Please keep the images out and set down the data exactly as given.

▶ Data for this task:
★ ★ ★ ★ ★ ★ ★

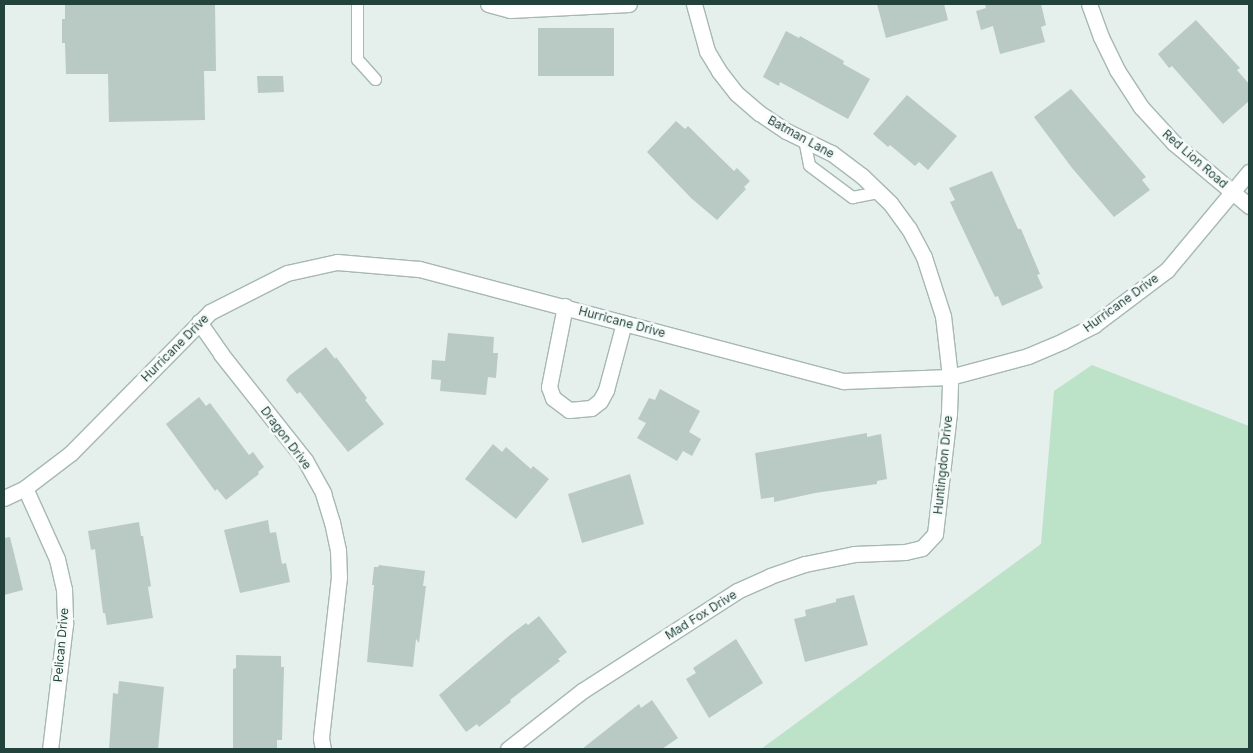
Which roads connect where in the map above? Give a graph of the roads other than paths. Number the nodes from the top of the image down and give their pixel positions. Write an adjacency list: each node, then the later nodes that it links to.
1 (357, 4): 6 (lane)
2 (488, 4): 3 (street)
3 (629, 4)
4 (694, 4): 7 (street, Batman Lane)
5 (1090, 4): 10 (street, Red Lion Road)
6 (375, 79)
7 (804, 139): 9 (street, Batman Lane); 9 (lane)
8 (1249, 172): 10 (street, Hurricane Drive)
9 (878, 192): 15 (street, Batman Lane)
10 (1233, 192): 11 (street, Red Lion Road); 15 (street, Hurricane Drive)
11 (1249, 206)
12 (565, 306): 13 (street, Hurricane Drive); 14 (street, Hurricane Drive); 14 (street)
13 (199, 322): 16 (street, Hurricane Drive); 20 (street, Dragon Drive)
14 (624, 323): 15 (street, Hurricane Drive)
15 (950, 377): 18 (street, Huntingdon Drive)
16 (26, 488): 17 (street, Hurricane Drive); 19 (street, Pelican Drive)
17 (4, 498)
18 (922, 548): 21 (street, Mad Fox Drive)
19 (50, 749)
20 (322, 749)
21 (508, 749)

★ ★ ★ ★ ★ ★ ★

▶ Written reply:
Which roads connect where in the map above? Give a graph of the roads other than paths. Number the nodes from the top of the image down and give their pixel positions. Write an adjacency list: each node, then the later nodes that it links to.
1 (357, 4): 6 (lane)
2 (488, 4): 3 (street)
3 (629, 4)
4 (694, 4): 7 (street, Batman Lane)
5 (1090, 4): 10 (street, Red Lion Road)
6 (375, 79)
7 (804, 139): 9 (street, Batman Lane); 9 (lane)
8 (1249, 172): 10 (street, Hurricane Drive)
9 (878, 192): 15 (street, Batman Lane)
10 (1233, 192): 11 (street, Red Lion Road); 15 (street, Hurricane Drive)
11 (1249, 206)
12 (565, 306): 13 (street, Hurricane Drive); 14 (street, Hurricane Drive); 14 (street)
13 (199, 322): 16 (street, Hurricane Drive); 20 (street, Dragon Drive)
14 (624, 323): 15 (street, Hurricane Drive)
15 (950, 377): 18 (street, Huntingdon Drive)
16 (26, 488): 17 (street, Hurricane Drive); 19 (street, Pelican Drive)
17 (4, 498)
18 (922, 548): 21 (street, Mad Fox Drive)
19 (50, 749)
20 (322, 749)
21 (508, 749)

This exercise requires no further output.